::: Records shown :::

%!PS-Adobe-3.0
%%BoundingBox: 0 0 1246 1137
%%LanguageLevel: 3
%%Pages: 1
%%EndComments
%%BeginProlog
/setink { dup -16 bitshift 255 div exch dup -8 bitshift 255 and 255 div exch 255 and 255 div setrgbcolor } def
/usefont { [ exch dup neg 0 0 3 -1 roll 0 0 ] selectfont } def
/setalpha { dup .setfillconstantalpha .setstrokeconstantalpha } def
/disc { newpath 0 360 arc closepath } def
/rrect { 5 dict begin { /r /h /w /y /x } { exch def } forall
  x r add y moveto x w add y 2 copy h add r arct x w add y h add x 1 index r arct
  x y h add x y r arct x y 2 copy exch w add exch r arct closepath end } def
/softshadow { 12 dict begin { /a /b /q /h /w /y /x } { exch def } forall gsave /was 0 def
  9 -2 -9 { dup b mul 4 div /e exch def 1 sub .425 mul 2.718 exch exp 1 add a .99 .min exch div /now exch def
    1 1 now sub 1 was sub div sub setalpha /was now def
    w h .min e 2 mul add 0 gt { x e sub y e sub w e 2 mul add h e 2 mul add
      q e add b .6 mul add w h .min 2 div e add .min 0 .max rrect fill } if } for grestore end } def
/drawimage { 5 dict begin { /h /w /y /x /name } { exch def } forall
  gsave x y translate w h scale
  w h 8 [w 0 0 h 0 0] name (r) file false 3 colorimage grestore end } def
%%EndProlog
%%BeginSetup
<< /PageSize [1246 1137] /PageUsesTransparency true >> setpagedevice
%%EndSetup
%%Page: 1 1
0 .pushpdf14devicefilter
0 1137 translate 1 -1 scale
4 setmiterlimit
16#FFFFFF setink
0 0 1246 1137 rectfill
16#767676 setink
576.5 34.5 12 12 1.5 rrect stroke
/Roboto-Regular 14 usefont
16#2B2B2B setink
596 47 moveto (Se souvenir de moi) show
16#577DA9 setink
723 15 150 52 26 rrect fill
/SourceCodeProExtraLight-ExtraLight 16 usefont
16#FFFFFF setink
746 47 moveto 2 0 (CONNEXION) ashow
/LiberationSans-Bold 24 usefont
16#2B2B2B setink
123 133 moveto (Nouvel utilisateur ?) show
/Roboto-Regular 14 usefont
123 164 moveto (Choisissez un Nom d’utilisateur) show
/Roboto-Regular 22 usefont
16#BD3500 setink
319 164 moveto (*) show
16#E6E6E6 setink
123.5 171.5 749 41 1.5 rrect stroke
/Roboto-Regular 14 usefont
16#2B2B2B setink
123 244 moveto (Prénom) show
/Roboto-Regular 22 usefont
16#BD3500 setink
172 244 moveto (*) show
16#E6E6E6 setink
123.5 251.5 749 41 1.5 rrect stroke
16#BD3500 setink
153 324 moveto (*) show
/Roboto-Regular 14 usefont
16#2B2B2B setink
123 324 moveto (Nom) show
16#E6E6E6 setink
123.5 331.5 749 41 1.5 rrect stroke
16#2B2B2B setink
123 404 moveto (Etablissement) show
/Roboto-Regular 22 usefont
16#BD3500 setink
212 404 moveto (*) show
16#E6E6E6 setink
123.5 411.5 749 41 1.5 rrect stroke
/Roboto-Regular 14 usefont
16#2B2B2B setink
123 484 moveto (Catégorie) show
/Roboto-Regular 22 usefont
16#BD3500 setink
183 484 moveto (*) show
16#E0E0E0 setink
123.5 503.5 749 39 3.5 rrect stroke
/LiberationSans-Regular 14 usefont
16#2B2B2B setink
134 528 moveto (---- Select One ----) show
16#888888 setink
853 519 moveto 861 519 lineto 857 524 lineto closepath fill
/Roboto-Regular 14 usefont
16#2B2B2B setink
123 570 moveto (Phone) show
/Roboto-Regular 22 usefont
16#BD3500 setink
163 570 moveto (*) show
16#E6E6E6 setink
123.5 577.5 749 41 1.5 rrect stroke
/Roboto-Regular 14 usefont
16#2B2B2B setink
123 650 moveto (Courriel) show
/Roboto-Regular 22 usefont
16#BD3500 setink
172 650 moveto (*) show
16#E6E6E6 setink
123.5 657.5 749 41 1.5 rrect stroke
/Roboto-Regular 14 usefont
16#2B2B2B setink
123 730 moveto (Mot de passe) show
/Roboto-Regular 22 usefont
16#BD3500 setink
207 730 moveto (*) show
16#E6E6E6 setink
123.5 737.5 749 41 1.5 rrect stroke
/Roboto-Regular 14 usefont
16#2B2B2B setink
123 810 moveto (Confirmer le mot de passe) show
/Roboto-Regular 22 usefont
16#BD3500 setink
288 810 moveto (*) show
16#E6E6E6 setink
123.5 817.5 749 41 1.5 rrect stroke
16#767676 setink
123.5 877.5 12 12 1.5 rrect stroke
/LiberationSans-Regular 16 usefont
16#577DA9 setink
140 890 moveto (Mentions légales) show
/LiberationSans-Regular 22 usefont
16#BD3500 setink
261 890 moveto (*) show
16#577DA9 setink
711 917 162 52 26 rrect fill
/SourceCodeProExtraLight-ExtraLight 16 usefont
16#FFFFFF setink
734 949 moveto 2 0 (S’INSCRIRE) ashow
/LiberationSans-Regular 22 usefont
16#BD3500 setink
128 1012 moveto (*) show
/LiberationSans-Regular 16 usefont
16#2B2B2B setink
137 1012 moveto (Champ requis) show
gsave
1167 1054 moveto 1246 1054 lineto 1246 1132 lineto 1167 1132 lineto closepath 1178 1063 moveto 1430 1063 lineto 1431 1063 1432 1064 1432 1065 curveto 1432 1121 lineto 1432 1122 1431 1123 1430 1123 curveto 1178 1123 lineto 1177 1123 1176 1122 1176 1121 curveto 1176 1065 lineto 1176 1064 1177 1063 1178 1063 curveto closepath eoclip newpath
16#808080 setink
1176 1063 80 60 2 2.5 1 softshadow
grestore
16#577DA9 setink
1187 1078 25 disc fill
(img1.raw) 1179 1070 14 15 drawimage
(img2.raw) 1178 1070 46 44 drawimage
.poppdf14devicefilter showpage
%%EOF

:::

Instructions for the task
Please restate the records word for word. Go from the first line to the line with "4 setmiterlimit" and include both.

Task result
%!PS-Adobe-3.0
%%BoundingBox: 0 0 1246 1137
%%LanguageLevel: 3
%%Pages: 1
%%EndComments
%%BeginProlog
/setink { dup -16 bitshift 255 div exch dup -8 bitshift 255 and 255 div exch 255 and 255 div setrgbcolor } def
/usefont { [ exch dup neg 0 0 3 -1 roll 0 0 ] selectfont } def
/setalpha { dup .setfillconstantalpha .setstrokeconstantalpha } def
/disc { newpath 0 360 arc closepath } def
/rrect { 5 dict begin { /r /h /w /y /x } { exch def } forall
  x r add y moveto x w add y 2 copy h add r arct x w add y h add x 1 index r arct
  x y h add x y r arct x y 2 copy exch w add exch r arct closepath end } def
/softshadow { 12 dict begin { /a /b /q /h /w /y /x } { exch def } forall gsave /was 0 def
  9 -2 -9 { dup b mul 4 div /e exch def 1 sub .425 mul 2.718 exch exp 1 add a .99 .min exch div /now exch def
    1 1 now sub 1 was sub div sub setalpha /was now def
    w h .min e 2 mul add 0 gt { x e sub y e sub w e 2 mul add h e 2 mul add
      q e add b .6 mul add w h .min 2 div e add .min 0 .max rrect fill } if } for grestore end } def
/drawimage { 5 dict begin { /h /w /y /x /name } { exch def } forall
  gsave x y translate w h scale
  w h 8 [w 0 0 h 0 0] name (r) file false 3 colorimage grestore end } def
%%EndProlog
%%BeginSetup
<< /PageSize [1246 1137] /PageUsesTransparency true >> setpagedevice
%%EndSetup
%%Page: 1 1
0 .pushpdf14devicefilter
0 1137 translate 1 -1 scale
4 setmiterlimit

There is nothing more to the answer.